While many villagers received plots in the newly enclosed manor, for small landholders this compensation was not always enough to offset the costs of enclosure and fencing. Many historians believe that enclosure was an important factor in the reduction of small landholders in England, as compared to the Continent, though others believe that this process had already begun from the seventeenth and eighteenth centuries. Enclosure faced a great deal of popular resistance because of its effects on the household economies of smallholders and landless labourers. Common rights had included not just the right of cattle or sheep grazing, but also the grazing of geese, foraging for pigs, gleaning, berrying, and fuel gathering. Many people who had previously been able to live off the land, now were forced into the cities where they became laborers in the Industrial Revolution.

By the end of the 19th century the process of enclosure was largely complete.

Many landowners would become rich through the inclosure of the commons, heaths and downland. Many ordinary folk had a centuries old right taken away. Land inclosure had been condemned as a gigantic swindle on the part of large landowners, and Oliver Goldsmith in his well known rhyme summed it up thus: "They hang the man, and flog the woman, That steals the goose from off the common; But let the greater villain loose, That steals the common from the goose."

The Middle Ages and Renaissance

The plague and population change

From 1347-52, plague (mainly 'the Black Death', or bubonic plague) decimated European society, initially killing 25 million people—a third of the total population. Labor shortages led to depression and revolts as peasants demanded higher wages but were denied them. Smaller outbreaks of plague continued until 1600 or so—in 1556-60 a bout of plague reduced the English population by 6%—but in the late fifteenth-sixteenth centuries there was an immense overall population increase. By 1500, England had recovered from plague deaths so that the population was about 5 million again, as it was in 1300. By 1700 England's population reached 9 million. From 1500-1600 the City of London grew 400% to a high of about 200,000 people.

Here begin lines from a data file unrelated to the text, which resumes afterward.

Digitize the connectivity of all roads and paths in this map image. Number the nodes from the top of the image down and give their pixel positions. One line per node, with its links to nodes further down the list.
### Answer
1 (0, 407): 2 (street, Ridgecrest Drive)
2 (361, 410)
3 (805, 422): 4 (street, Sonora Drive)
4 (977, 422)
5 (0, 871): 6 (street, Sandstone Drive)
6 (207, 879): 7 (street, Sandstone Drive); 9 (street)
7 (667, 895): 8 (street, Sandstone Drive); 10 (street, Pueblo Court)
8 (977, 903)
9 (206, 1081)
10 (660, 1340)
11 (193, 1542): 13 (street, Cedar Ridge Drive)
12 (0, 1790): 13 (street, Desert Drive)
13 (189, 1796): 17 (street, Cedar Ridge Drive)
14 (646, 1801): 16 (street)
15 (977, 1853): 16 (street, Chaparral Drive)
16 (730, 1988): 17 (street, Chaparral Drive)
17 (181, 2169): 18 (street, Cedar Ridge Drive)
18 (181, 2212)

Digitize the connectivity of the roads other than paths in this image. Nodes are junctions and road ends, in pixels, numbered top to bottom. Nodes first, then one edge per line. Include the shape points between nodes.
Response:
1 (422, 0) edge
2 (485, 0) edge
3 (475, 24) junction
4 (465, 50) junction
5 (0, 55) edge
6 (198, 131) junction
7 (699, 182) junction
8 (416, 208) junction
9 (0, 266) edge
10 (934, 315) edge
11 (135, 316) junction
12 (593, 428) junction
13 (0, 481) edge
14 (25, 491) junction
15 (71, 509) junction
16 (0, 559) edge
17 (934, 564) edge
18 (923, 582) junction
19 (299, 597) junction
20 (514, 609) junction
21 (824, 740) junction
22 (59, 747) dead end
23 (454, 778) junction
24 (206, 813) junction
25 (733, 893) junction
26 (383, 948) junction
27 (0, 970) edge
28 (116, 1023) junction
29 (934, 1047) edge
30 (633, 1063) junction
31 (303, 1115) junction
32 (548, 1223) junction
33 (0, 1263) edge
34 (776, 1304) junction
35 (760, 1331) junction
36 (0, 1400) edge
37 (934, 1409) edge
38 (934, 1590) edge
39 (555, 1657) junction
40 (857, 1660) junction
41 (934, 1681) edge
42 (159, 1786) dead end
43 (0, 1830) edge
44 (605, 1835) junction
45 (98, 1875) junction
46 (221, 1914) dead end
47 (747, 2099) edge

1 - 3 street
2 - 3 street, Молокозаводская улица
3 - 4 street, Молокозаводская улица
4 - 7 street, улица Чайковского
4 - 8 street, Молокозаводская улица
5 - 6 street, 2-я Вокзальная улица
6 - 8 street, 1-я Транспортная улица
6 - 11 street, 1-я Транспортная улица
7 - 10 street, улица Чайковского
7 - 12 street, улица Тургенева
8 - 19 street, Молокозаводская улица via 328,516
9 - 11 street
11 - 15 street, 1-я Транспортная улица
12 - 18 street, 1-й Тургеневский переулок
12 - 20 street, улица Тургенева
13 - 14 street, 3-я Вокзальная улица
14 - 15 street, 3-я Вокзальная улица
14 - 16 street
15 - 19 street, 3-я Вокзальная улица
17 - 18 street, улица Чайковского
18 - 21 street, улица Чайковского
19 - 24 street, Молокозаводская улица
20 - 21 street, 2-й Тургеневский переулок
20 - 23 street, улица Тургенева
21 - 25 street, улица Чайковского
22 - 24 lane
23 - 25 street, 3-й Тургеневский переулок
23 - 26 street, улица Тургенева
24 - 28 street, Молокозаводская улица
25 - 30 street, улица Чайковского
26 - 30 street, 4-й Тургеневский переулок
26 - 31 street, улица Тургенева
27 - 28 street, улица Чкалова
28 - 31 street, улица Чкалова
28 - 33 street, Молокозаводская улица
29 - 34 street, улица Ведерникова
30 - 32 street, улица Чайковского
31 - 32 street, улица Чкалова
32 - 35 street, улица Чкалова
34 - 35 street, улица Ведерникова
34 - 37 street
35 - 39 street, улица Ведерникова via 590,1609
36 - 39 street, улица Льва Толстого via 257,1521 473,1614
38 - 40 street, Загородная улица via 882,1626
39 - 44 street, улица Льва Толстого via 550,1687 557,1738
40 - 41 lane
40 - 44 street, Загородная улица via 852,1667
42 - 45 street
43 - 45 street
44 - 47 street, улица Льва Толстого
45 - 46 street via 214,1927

From 1450-1630 economies expanded alongside increasing poverty. The social framework of the manorial estate—and that of medieval society in general, including the town guilds of the burghers—was falling away. The old order had been centered on religious, theocentric values of continuity, stability, security and cooperative effort. These goods were accompanied by the ills of intolerance of change, rigid social stratification, little development, and a high degree of poverty.

Poverty

About 50% of the European population was too poor to pay taxes. The laboring poor comprised two-thirds of urban populations. By the sixteenth century, poverty had reached such an acute level (60-80%) that traditional charities could no longer cope and new responses were called for. Throughout the Renaissance, it fell to the churches—Protestant and Catholic—to provide for the care of the poor, of which there were very, very many. English censuses of the poor usually show rates of poverty at about 20%. From 1630-1750 there was a general depression and radical economic change: 40% of the rural English population was forced to abandon agrarian life. By the end of the Middle Ages there were new, previously unrecognized categories of the poor beyond widows, orphans and handicapped people, including urban wage-earners and day laborers. The latter are only possible in a money economy where labor has become a quantifiable economic entity. Such a radical shift—and the reality of migratory labor unattached to land and not subordinate to any absolute master—was a shock to the system.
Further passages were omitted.